■ **WORK INSTRUCTION**:
Read the data, and whenever a line holds the word "Μπενση", report that line.

■ **DATA FOR THIS EXERCISE**:
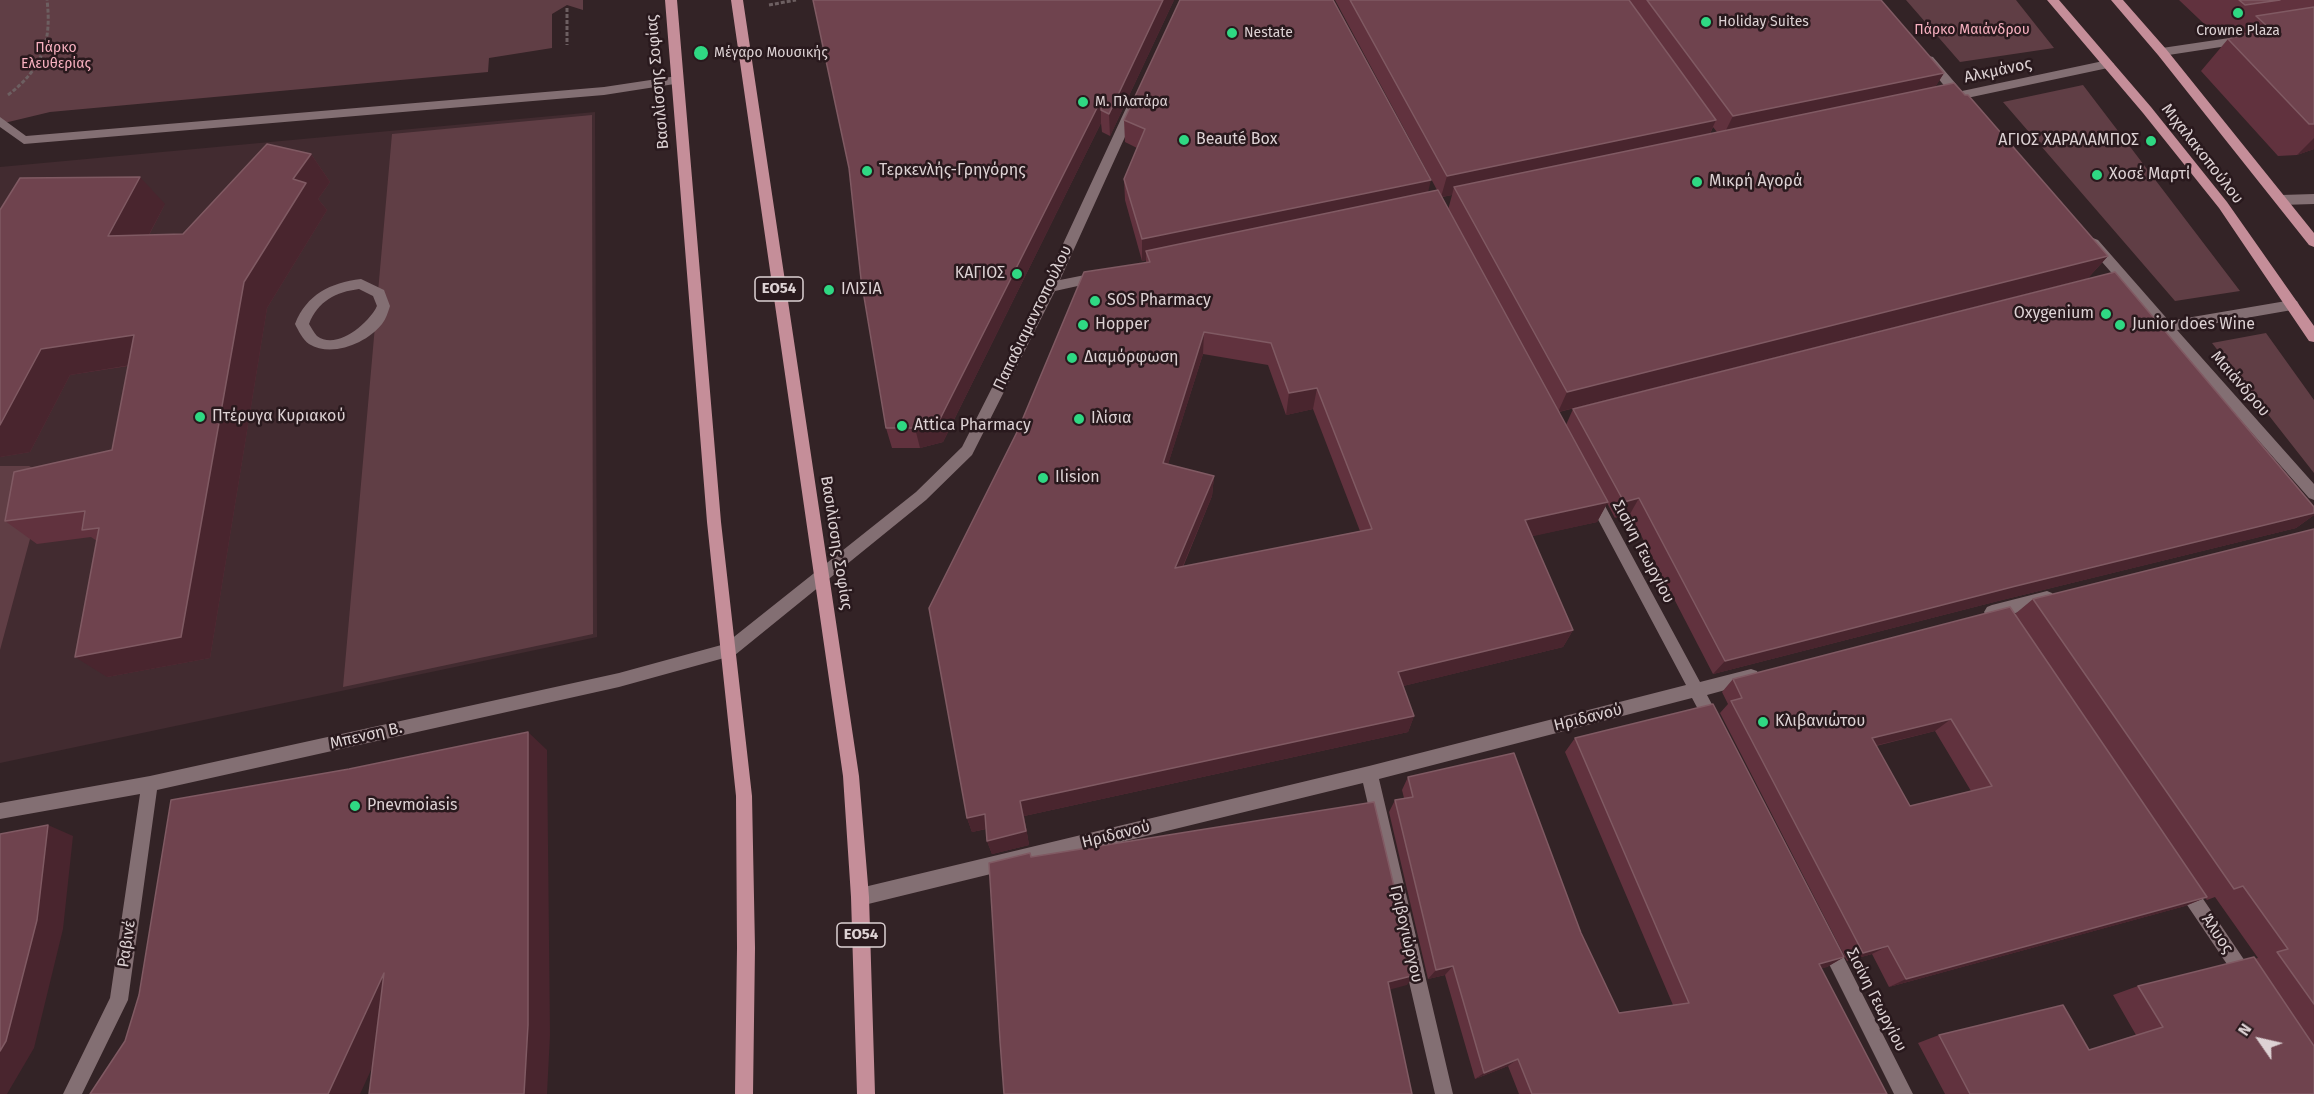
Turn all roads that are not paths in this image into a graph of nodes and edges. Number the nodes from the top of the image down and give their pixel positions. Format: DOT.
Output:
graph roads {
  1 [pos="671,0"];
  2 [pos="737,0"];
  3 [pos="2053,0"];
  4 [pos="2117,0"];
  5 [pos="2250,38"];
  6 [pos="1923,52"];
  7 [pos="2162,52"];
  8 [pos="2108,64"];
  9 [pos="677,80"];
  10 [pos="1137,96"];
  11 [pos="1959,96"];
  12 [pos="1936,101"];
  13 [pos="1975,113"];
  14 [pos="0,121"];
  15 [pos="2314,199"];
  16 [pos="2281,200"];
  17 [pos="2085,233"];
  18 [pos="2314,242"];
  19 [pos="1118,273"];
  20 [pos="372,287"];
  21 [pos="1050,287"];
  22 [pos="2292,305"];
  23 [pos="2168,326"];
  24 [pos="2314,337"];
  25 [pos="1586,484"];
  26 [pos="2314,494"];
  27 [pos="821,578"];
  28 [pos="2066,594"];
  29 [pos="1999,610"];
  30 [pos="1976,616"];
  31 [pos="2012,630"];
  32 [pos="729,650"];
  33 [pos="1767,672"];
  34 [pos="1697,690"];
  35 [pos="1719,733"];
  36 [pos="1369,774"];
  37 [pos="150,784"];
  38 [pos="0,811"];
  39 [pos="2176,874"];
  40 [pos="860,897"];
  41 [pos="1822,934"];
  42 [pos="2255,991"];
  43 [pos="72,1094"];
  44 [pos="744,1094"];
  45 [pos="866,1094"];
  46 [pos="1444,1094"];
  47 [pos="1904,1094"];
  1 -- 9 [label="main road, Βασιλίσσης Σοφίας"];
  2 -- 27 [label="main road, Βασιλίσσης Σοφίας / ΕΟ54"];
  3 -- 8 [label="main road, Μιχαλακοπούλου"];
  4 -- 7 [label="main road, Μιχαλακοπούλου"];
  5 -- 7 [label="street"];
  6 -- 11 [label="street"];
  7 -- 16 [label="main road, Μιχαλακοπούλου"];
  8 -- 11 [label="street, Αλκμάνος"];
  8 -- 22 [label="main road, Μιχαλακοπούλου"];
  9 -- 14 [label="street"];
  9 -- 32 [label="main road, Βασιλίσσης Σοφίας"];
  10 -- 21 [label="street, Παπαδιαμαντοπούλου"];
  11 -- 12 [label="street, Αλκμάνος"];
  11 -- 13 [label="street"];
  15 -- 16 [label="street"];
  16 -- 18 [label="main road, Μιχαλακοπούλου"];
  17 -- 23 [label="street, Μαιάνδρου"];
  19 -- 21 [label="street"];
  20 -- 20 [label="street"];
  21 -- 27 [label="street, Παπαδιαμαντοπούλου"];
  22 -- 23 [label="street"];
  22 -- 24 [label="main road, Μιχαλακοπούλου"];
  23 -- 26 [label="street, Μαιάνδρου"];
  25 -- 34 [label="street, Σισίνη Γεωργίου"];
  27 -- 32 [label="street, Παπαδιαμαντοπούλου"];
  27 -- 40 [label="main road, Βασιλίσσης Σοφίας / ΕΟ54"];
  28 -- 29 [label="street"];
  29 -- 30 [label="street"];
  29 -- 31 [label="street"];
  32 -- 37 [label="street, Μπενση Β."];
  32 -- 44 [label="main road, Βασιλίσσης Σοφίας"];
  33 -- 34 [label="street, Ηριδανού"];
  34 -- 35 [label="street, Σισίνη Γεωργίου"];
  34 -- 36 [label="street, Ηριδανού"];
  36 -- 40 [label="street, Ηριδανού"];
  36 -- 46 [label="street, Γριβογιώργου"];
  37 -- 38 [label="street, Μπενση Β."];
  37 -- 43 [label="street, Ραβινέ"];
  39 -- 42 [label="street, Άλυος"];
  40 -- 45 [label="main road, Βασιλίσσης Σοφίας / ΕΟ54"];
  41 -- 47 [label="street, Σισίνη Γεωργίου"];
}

■ **SOLVED EXERCISE**:
  32 -- 37 [label="street, Μπενση Β."];
  37 -- 38 [label="street, Μπενση Β."];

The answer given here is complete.